Film historian David Kalat recorded a commentary for the 2000 Image DVD but Eureka ports over the track Kalat recorded for their 2009 edition. He proposes some provocative points about why Mabuse should be so popular in 1960's Germany, Lang feeling obliged to make the film, and the ways in which Lang shatters and reorders elements of the earlier films into new configurations, using editorial discontinuity so that the story elements early on only make sense in their juxtaposition with one another, taking on meaning as the film precedes and as it is rewatched; indeed, Kalat makes the case that the film - although popular in Germany upon release - may be more interesting for viewers in the context of Lang's remaking than as more conventional entertainment. The disc also includes the alternate ending (1:05) found in French prints in which the final scene lingers for seconds more before the fade out, resulting in a different emotional reaction. Also included is a 2002 interview with actor Wolfgang Preiss (15:50) conducted by Uwe Huber in which the actor discusses his early acclaim, being typecast in war films, the new opportunities brought about by Lang casting him in the film, and his dwindling screen time in the subsequent film (discovering upon return from the US that he was prominently billed in The Death Ray of Dr.
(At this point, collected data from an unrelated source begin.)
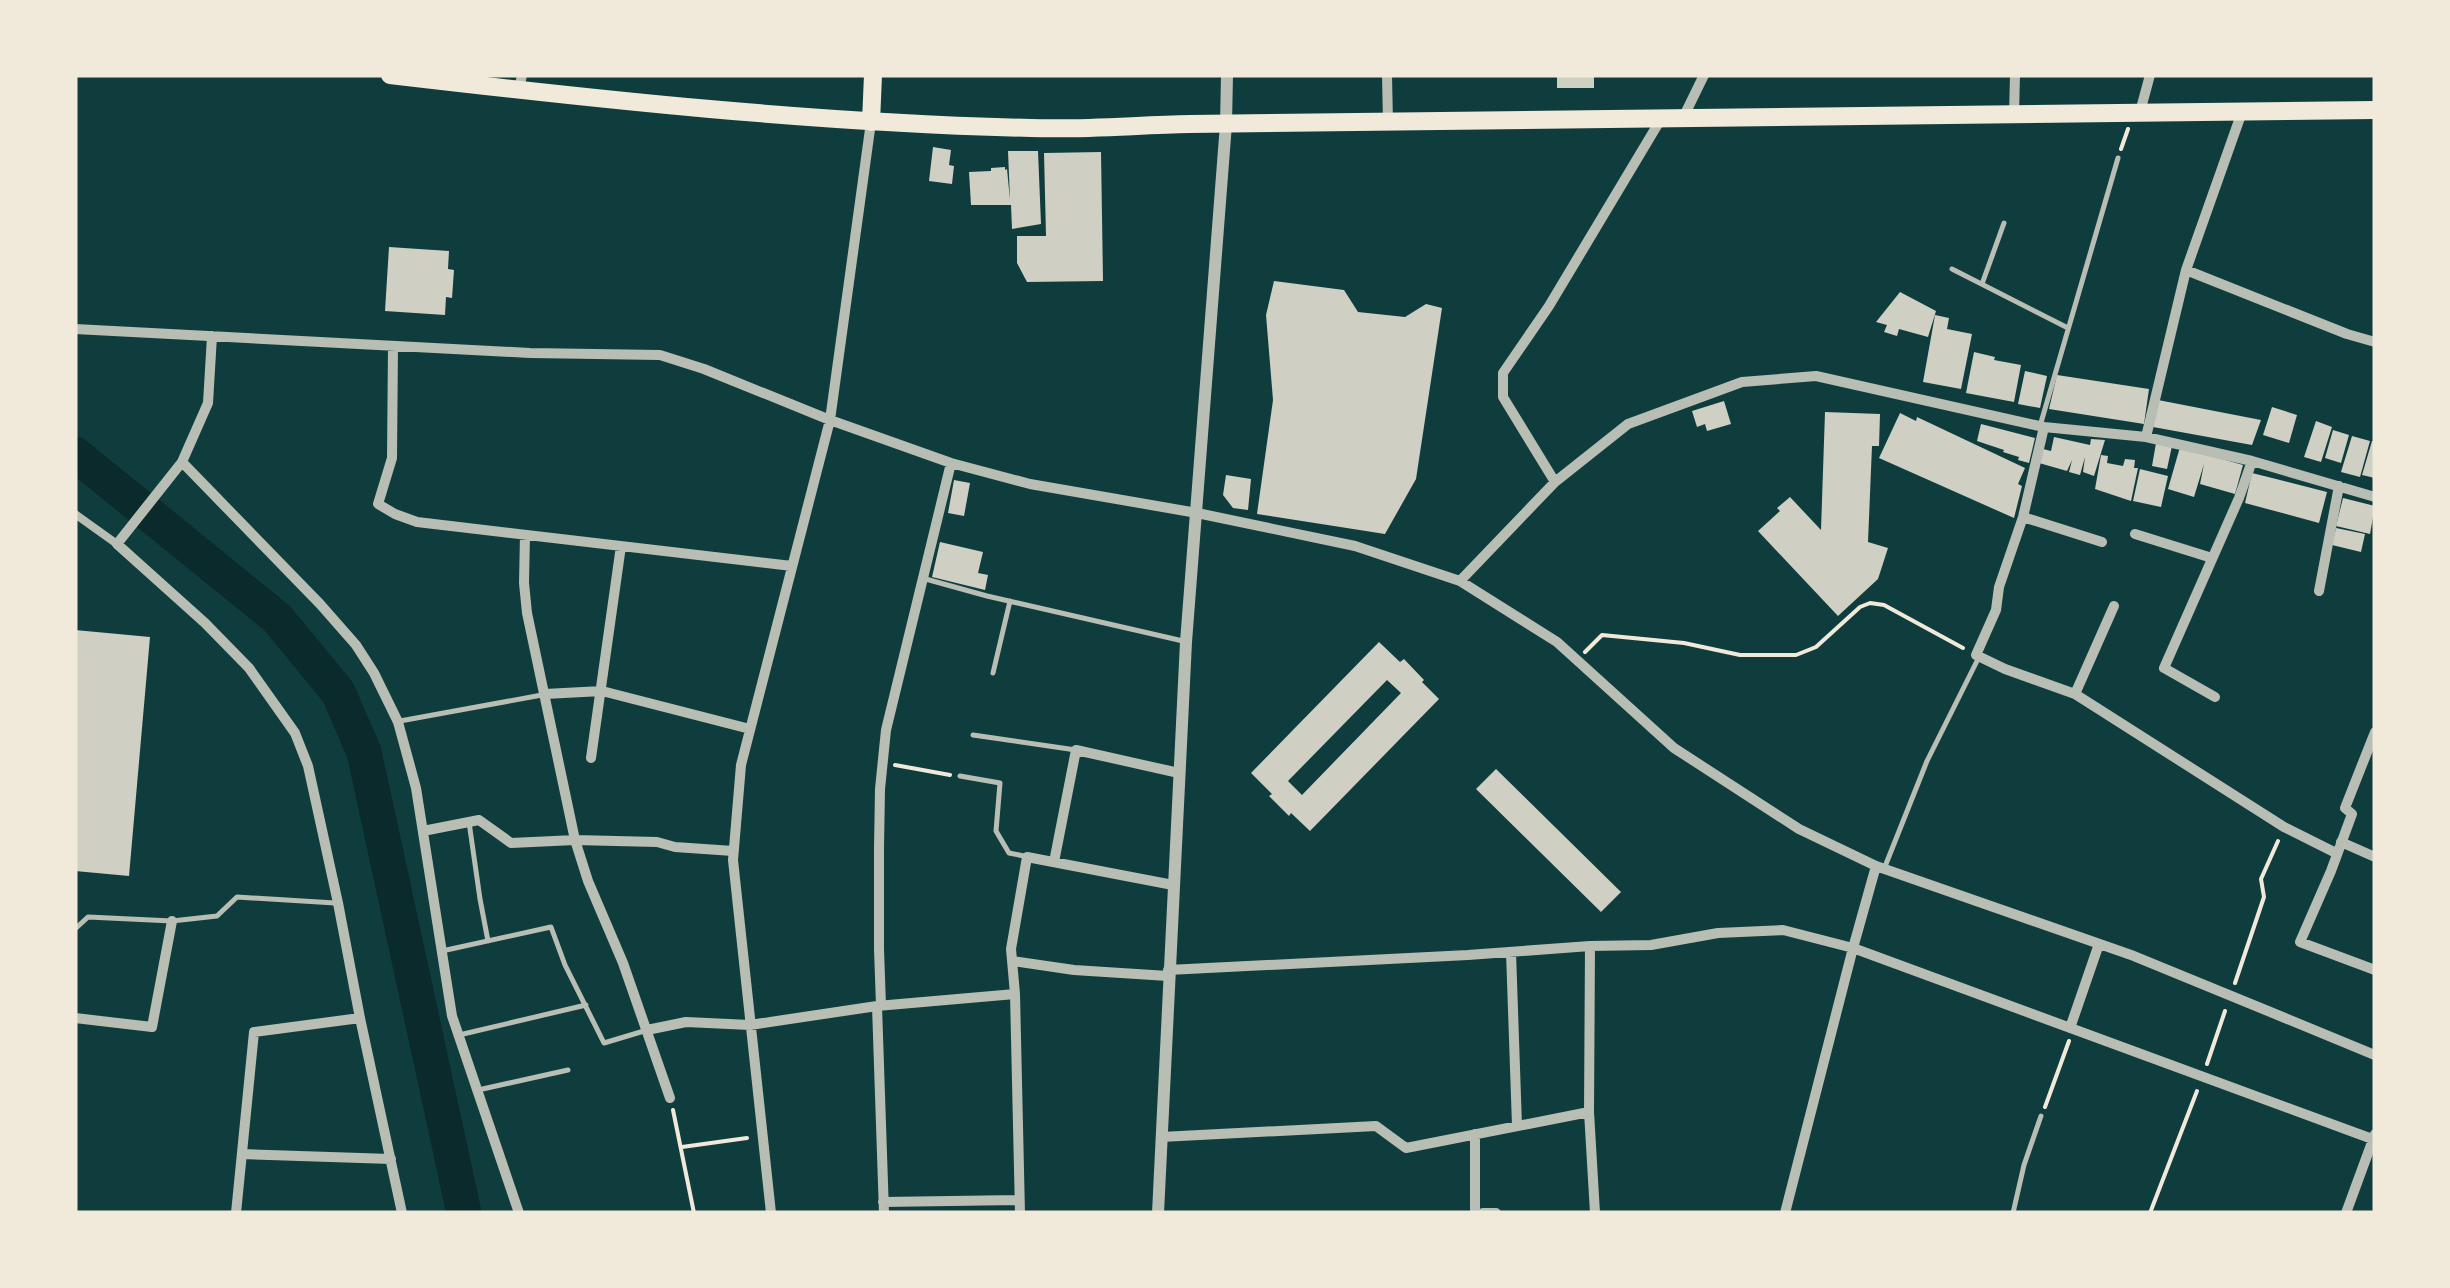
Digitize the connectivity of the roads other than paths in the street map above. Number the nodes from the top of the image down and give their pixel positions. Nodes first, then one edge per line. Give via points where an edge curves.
1 (390, 75) edge
2 (873, 75) edge
3 (1228, 75) edge
4 (1387, 75) edge
5 (1704, 75) edge
6 (2015, 75) edge
7 (2150, 75) edge
8 (520, 82) edge
9 (2375, 110) edge
10 (2137, 112) junction
11 (2242, 112) junction
12 (2014, 115) junction
13 (1661, 119) junction
14 (1682, 119) junction
15 (871, 122) junction
16 (1388, 123) junction
17 (1226, 124) junction
18 (2118, 158) road end
19 (2004, 223) dead end
20 (1952, 269) dead end
21 (2186, 270) junction
22 (1982, 284) junction
23 (2068, 328) junction
24 (75, 329) edge
25 (212, 336) junction
26 (2375, 342) edge
27 (393, 346) junction
28 (830, 420) junction
29 (2042, 426) junction
30 (2146, 437) junction
31 (2252, 461) junction
32 (951, 463) junction
33 (180, 465) junction
34 (1554, 482) junction
35 (2339, 486) junction
36 (2375, 497) edge
37 (1197, 513) junction
38 (75, 514) edge
39 (2022, 517) junction
40 (2136, 534) dead end
41 (525, 535) junction
42 (119, 541) junction
43 (2102, 542) dead end
44 (621, 546) junction
45 (2212, 558) junction
46 (792, 566) junction
47 (922, 578) junction
48 (1460, 581) junction
49 (2319, 590) dead end
50 (1010, 601) junction
51 (2114, 606) dead end
52 (1186, 642) junction
53 (1978, 656) junction
54 (993, 673) dead end
55 (602, 690) junction
56 (545, 694) junction
57 (2074, 694) junction
58 (2215, 697) dead end
59 (398, 722) junction
60 (750, 728) junction
61 (2375, 732) edge
62 (974, 735) dead end
63 (1076, 750) junction
64 (591, 758) dead end
65 (1178, 772) junction
66 (960, 776) road end
67 (469, 822) junction
68 (423, 831) junction
69 (574, 840) junction
70 (2338, 848) junction
71 (734, 851) junction
72 (1027, 857) junction
73 (2375, 857) edge
74 (1054, 862) junction
75 (1880, 867) junction
76 (1173, 886) junction
77 (338, 903) junction
78 (172, 921) junction
79 (75, 928) edge
80 (488, 941) junction
81 (2099, 944) junction
82 (1590, 946) junction
83 (1853, 948) junction
84 (442, 951) junction
85 (1511, 952) junction
86 (1012, 961) junction
87 (2375, 970) edge
88 (1168, 973) junction
89 (1016, 994) junction
90 (586, 1005) junction
91 (879, 1006) junction
92 (75, 1018) edge
93 (360, 1018) junction
94 (750, 1025) junction
95 (2072, 1029) junction
96 (647, 1030) junction
97 (459, 1035) junction
98 (2375, 1054) edge
99 (568, 1070) dead end
100 (477, 1090) junction
101 (670, 1098) road end
102 (1588, 1112) junction
103 (2042, 1116) road end
104 (1517, 1126) junction
105 (1475, 1134) junction
106 (1161, 1137) junction
107 (2374, 1138) edge
108 (242, 1154) junction
109 (390, 1159) junction
110 (1020, 1200) junction
111 (884, 1207) edge
112 (236, 1213) edge
113 (402, 1213) edge
114 (518, 1213) edge
115 (770, 1213) edge
116 (1020, 1213) edge
117 (1158, 1213) edge
118 (1476, 1213) edge
119 (1484, 1213) edge
120 (1496, 1213) edge
121 (1595, 1213) edge
122 (1786, 1213) edge
123 (2013, 1213) edge
124 (2346, 1213) edge

1 - 8 main road
2 - 15 main road
3 - 17 street
4 - 16 street
5 - 14 street
6 - 12 street
7 - 10 street
8 - 15 main road via 730,112
9 - 11 main road
10 - 11 main road
10 - 12 main road
11 - 21 street
12 - 14 main road
13 - 14 main road
13 - 16 main road
13 - 34 street via 1503,373 1503,397
15 - 17 main road via 1035,129
15 - 28 street
16 - 17 main road
17 - 37 street
18 - 23 lane
19 - 22 lane
20 - 22 lane
21 - 26 street
21 - 30 street
22 - 23 lane
23 - 29 lane
24 - 25 street
25 - 27 street
25 - 33 street via 208,402
27 - 28 street via 660,355
27 - 41 street via 392,458 378,504 417,522
28 - 32 street
28 - 46 street
29 - 30 street
29 - 34 street via 1816,376 1742,382 1628,424
29 - 39 street
30 - 31 street
31 - 35 street
31 - 45 street
32 - 37 street
32 - 47 street
33 - 42 street
33 - 59 street via 356,645
34 - 48 street
35 - 36 street
35 - 49 street
37 - 48 street via 1355,546
37 - 52 street
38 - 42 street
39 - 43 street
39 - 53 street
40 - 45 street
41 - 44 street
41 - 56 street via 524,584
42 - 77 street via 249,668 296,734
44 - 46 street
44 - 55 street
45 - 58 street via 2164,668
46 - 60 street
47 - 50 lane
47 - 91 street via 882,763
48 - 75 street via 1557,642 1674,748 1799,828
50 - 52 lane
50 - 54 lane
51 - 57 street
52 - 65 street
53 - 57 street
53 - 75 lane
55 - 56 street
55 - 60 street
55 - 64 street
56 - 59 lane
56 - 69 street
57 - 70 street via 2284,828
59 - 68 street
60 - 71 street via 740,765
61 - 70 street via 2344,808 2352,814
62 - 63 lane
63 - 65 street
63 - 74 street
65 - 76 street
66 - 72 lane via 1000,783 996,831 1009,854
67 - 68 street
67 - 69 street via 479,820 511,842
67 - 80 lane
68 - 84 street
69 - 71 street
69 - 96 street
70 - 73 street
70 - 87 street via 2300,942
71 - 94 street
72 - 74 street
72 - 86 street
74 - 76 street
75 - 81 street
75 - 83 street
76 - 88 street
77 - 78 lane via 236,897 217,916
77 - 93 street
78 - 79 lane via 88,917
78 - 92 street via 152,1027
80 - 84 lane
80 - 90 lane via 551,927
81 - 95 street
81 - 98 street
82 - 83 street via 1783,930
82 - 85 street
82 - 102 street
83 - 95 street
83 - 122 street
84 - 97 street
85 - 88 street
85 - 104 street
86 - 88 street
86 - 89 street
88 - 106 street
89 - 91 street
89 - 110 street
90 - 96 lane via 604,1043
90 - 97 lane
91 - 94 street
91 - 111 street
93 - 108 street via 254,1032
93 - 109 street
94 - 96 street via 686,1022
94 - 115 street
95 - 107 street
96 - 101 street
97 - 100 street
99 - 100 lane
100 - 114 street
102 - 104 street
102 - 121 street
103 - 123 lane
104 - 105 street
105 - 106 street via 1406,1148 1376,1126
105 - 118 street
106 - 117 street
107 - 124 street
108 - 109 street
108 - 112 street
109 - 113 street
110 - 111 street
110 - 116 street
119 - 120 street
Mabuse in which he does not appear with Brauner sheepishly revealing that scenes of him from the other films were cut into it).

Packaging

Packaged in limited edition O-card slipcase with the disc is a booklet featuring the 2020 essay "Lang Comes Full Circle" by Philip Kemp in which he discusses Lang's return not only to Germany but also to Mabuse after his Hollywood career, "Everybody’s Got Something to Hide Except for Me and My Monkey" by David Cairns from 2009 which touches upon the appearance of a toy chimpanzee in the film, "Fritz Lang on Die 1000 Augen des Dr. Mabuse" a 1961 interview extract with Lang by Jean-Louis Noames in which he touches upon the film as well as his contemporaries including Antonioni, Godard, and Peckinpah, as well as "The Final, Unrealised Projects" by Lotte Eisner from 1976 which features two brief synopses with protagonists who either commit or contemplate suicide.

Overall

Although The Thousand Eyes of Dr. Mabuse was mounted by Fritz Lang as an obligation to his producer, it proved very popular to 1960s audiences but may be more intersting to contemporary viewers in the context of its making than as convetional entertainment.